►

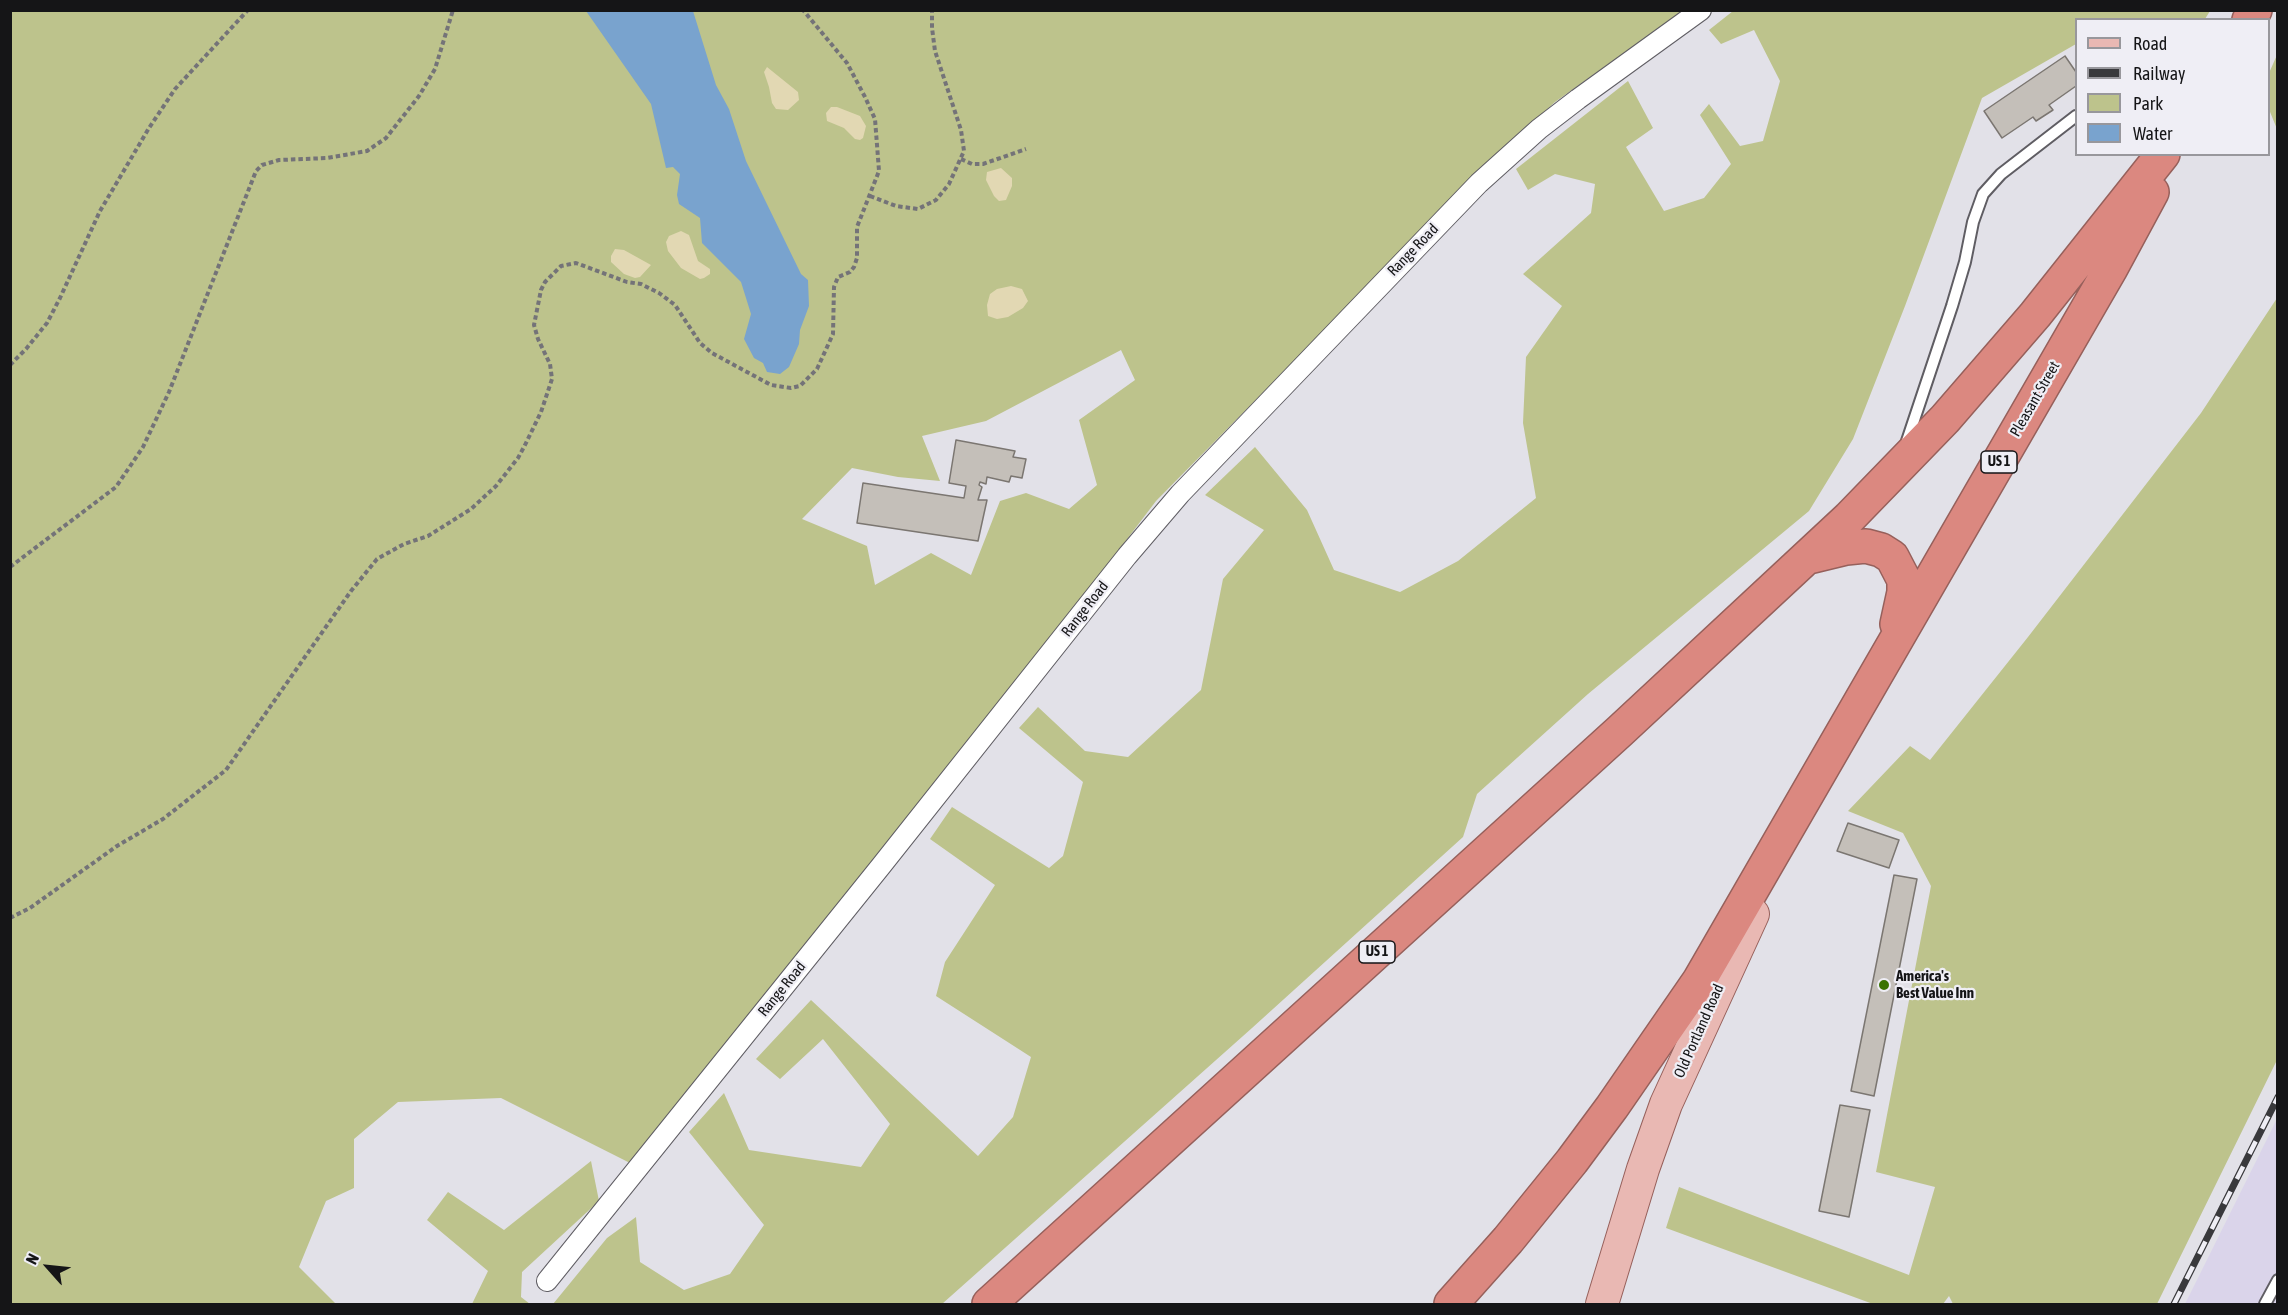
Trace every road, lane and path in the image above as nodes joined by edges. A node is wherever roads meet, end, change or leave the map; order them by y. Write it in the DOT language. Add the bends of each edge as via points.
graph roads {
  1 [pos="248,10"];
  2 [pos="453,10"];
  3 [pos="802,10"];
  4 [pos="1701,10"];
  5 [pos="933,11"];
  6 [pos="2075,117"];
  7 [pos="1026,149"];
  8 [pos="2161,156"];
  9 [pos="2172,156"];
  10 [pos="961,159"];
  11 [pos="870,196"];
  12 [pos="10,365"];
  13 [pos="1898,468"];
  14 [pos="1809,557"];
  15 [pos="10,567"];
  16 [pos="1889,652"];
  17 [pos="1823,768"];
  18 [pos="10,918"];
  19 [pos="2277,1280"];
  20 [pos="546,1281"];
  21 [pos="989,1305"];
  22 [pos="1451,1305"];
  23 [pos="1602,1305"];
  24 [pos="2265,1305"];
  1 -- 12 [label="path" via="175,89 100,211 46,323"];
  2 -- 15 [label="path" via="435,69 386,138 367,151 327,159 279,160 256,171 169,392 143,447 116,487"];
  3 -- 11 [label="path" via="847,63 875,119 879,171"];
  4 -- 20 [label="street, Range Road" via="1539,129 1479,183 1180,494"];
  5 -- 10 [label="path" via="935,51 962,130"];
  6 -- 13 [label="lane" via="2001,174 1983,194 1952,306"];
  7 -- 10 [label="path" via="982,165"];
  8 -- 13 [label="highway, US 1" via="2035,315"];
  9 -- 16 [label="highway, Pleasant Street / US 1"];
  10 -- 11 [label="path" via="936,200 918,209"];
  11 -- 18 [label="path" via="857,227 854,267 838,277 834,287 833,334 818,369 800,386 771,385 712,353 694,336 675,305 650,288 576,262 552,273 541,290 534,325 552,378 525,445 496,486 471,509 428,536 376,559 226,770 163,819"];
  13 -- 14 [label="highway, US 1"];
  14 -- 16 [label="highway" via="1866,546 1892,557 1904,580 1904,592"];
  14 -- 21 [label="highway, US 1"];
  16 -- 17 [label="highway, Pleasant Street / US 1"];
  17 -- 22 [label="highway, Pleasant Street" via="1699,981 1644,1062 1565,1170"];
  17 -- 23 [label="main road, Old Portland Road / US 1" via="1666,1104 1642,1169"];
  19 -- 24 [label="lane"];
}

◄

_The task_. Copy the entries precisely, images excluded.

_Result of the task_.
Trace every road, lane and path in the image above as nodes joined by edges. A node is wherever roads meet, end, change or leave the map; order them by y. Write it in the DOT language. Add the bends of each edge as via points.
graph roads {
  1 [pos="248,10"];
  2 [pos="453,10"];
  3 [pos="802,10"];
  4 [pos="1701,10"];
  5 [pos="933,11"];
  6 [pos="2075,117"];
  7 [pos="1026,149"];
  8 [pos="2161,156"];
  9 [pos="2172,156"];
  10 [pos="961,159"];
  11 [pos="870,196"];
  12 [pos="10,365"];
  13 [pos="1898,468"];
  14 [pos="1809,557"];
  15 [pos="10,567"];
  16 [pos="1889,652"];
  17 [pos="1823,768"];
  18 [pos="10,918"];
  19 [pos="2277,1280"];
  20 [pos="546,1281"];
  21 [pos="989,1305"];
  22 [pos="1451,1305"];
  23 [pos="1602,1305"];
  24 [pos="2265,1305"];
  1 -- 12 [label="path" via="175,89 100,211 46,323"];
  2 -- 15 [label="path" via="435,69 386,138 367,151 327,159 279,160 256,171 169,392 143,447 116,487"];
  3 -- 11 [label="path" via="847,63 875,119 879,171"];
  4 -- 20 [label="street, Range Road" via="1539,129 1479,183 1180,494"];
  5 -- 10 [label="path" via="935,51 962,130"];
  6 -- 13 [label="lane" via="2001,174 1983,194 1952,306"];
  7 -- 10 [label="path" via="982,165"];
  8 -- 13 [label="highway, US 1" via="2035,315"];
  9 -- 16 [label="highway, Pleasant Street / US 1"];
  10 -- 11 [label="path" via="936,200 918,209"];
  11 -- 18 [label="path" via="857,227 854,267 838,277 834,287 833,334 818,369 800,386 771,385 712,353 694,336 675,305 650,288 576,262 552,273 541,290 534,325 552,378 525,445 496,486 471,509 428,536 376,559 226,770 163,819"];
  13 -- 14 [label="highway, US 1"];
  14 -- 16 [label="highway" via="1866,546 1892,557 1904,580 1904,592"];
  14 -- 21 [label="highway, US 1"];
  16 -- 17 [label="highway, Pleasant Street / US 1"];
  17 -- 22 [label="highway, Pleasant Street" via="1699,981 1644,1062 1565,1170"];
  17 -- 23 [label="main road, Old Portland Road / US 1" via="1666,1104 1642,1169"];
  19 -- 24 [label="lane"];
}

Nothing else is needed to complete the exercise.